= Goodwin Newton =

English landowner and company director

(Thomas Henry) Goodwin Newton (1835–1907) was an English landowner, company director and magistrate. He was the chairman of Imperial Continental Gas Association.

==Early years==
The eldest son of William Newton II of Whateley Hall near Castle Bromwich and Barrells Hall at Ullenhall near Henley-in-Arden in Warwickshire, Goodwin Newton was born on 29 March 1836 in Birmingham; he was the elder brother of Horace Newton. He matriculated at St John's College, Cambridge in 1854, graduating B.A. in 1858, M.A. in 1861. He was admitted to the Middle Temple in 1858, and was called to the bar there in 1861.

==Property owner==
On the death of his father William II in 1862, Goodwin Newton inherited Barrells Hall and became Lord of the manor of Ullenhall. Before William II had purchased Barrells Hall in 1856, the family seat was Whateley Hall, Castle Bromwich. Newton gave up on the law and politics, for a life as country gentleman and landowner.

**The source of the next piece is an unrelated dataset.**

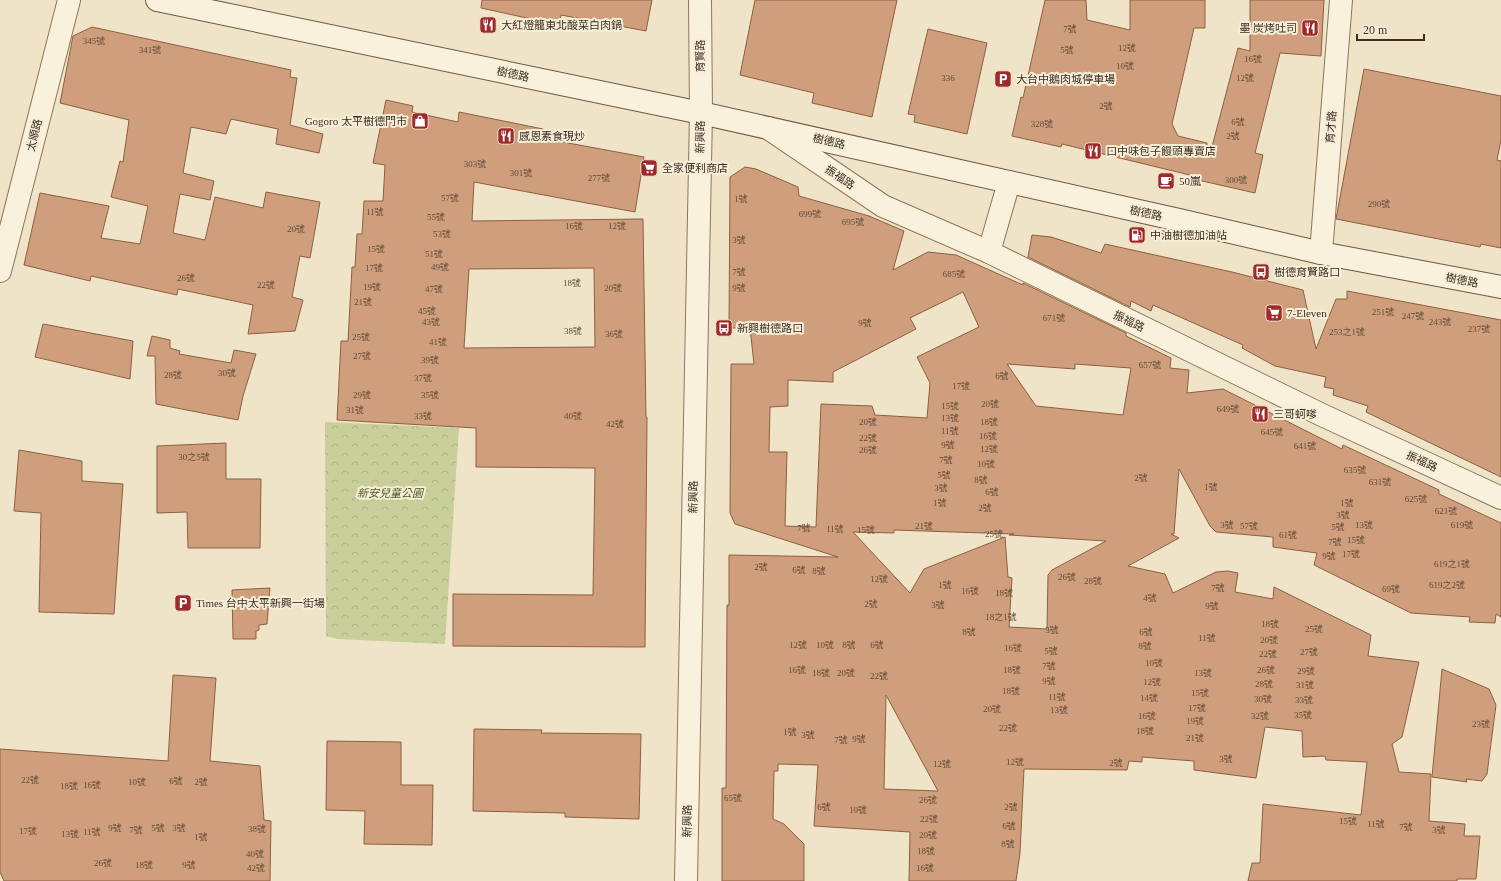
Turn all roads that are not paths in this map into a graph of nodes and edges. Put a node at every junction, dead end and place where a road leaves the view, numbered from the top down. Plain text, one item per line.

Newton and his brothers inherited a family fortune that came in part from Welsh slate quarries on an estate near Llanberis, including Bryn Bras Castle; as well as freehold land in Birmingham, with large portions of New Street, and many ground rents. A reference in 1904 was made to a "quite absurdly large fortune". In his obituary from 1907 The Times stated that Newton was one of the largest owners of freehold property in Birmingham.

===Scottish estates===

With his brothers Horace and William, Goodwin Newton bought and expanded the Glencripesdale Estate on Loch Sunart, Argyll, Scotland. Goodwin and Horace owned it jointly in 1883. The elements at Morvern parish were originally land owned by the Campbell Dukes of Argyll; the land was sold in 1821 into the Stewart family, and after the detached Beach portion was sold separately in 1869, the three Newton brothers bought the rest in 1871, from the trustees of Alexander Stewart. The same year they added to the estate other land (Laudale, Liddesdale), applying the Glencripesdale name to the whole new estate. Their acquisitions included the Isle of Càrna and Rahoy, and resulted in a property of up to 41 sqmi, and 20 miles of the southern shore of Loch Sunart.

==Positions held and Lord of the manor==
Newton was chairman of Imperial Continental Gas Association, now known as Calor Gas, for a long period during the late 19th century. He was also chairman of the Llanberis Slate Company which comprised three quarries: Cefn Du Quarry, the Goodman Quarry and the Cambrian Quarry

A magistrate for Warwickshire, Newton in 1887 was High Sheriff of Warwickshire. It was the Golden Jubilee year for Queen Victoria, and he was invited to Windsor Castle for a celebration with the other High Sheriffs from around the country. He was a founder member of the Warwickshire County Council. He was Lord of the manors of Ullenhall and also Aspleigh, both in Warwickshire, and also Oldberrow in Worcestershire, titles which he inherited from his father.

==Philanthropy==
During his lifetime he became famous for his philanthropy, giving away millions of pounds in today's money, and building hospitals, schools, theatres, churches and donating to various charities with the support of his brother Horace Newton.

==Family==
Newton was married three times:

1. In 1861, to Mary Jane Berrow, daughter of William Berrow of Milverton.
2. In 1865, to Matilda Mackrell, daughter of William Thomas Mackrell of Wandsworth.
3. In 1898, to Alice Maude Eyre, daughter of John Eyre (1820–1890) of Eyre Court, County Galway, whose first husband was John Blair-Miller (died 1889) of the 8th Hussars.

Goodwin Newton was survived by three sons and six daughters, the issue of his second marriage. Of the sons:

- Hugh Goodwin Newton (–1924) married in 1903 Adelaide Grace Whitehouse, eldest daughter of James Hemming Whitehouse of Ipsley Court.
- Mark Goodwin Newton RN, second son (died 1933 aged 56), married in 1905 Florence Evelyn Warrington-Morris, daughter of John Warrington-Morris.
- Horace William Goodwin Newton (1882–1916), educated at Winchester College, graduated B.A. at King's College, Cambridge in 1905. He was killed in action on World War I. From 1905 he worked for Douglas Fox & Partners.

Of the daughters:

- Maud Sybil died unmarried in 1935. An Anglican deaconess, she became head deaconess at the Rochester Diocesan Deaconesses' Institution.
- Hilda Christine married in 1909 the Rev. James Percy Lax Amos, a Durham University theology graduate in 1896.
- Joyce Gwendolen, died 1947 unmarried.
- Olive Muriel, youngest daughter, married in 1908 the Rev. Morley Lewis Caulfield Headlam, who graduated B.A. at All Souls College, Oxford in 1893.

The other daughters were Ellen and Mary.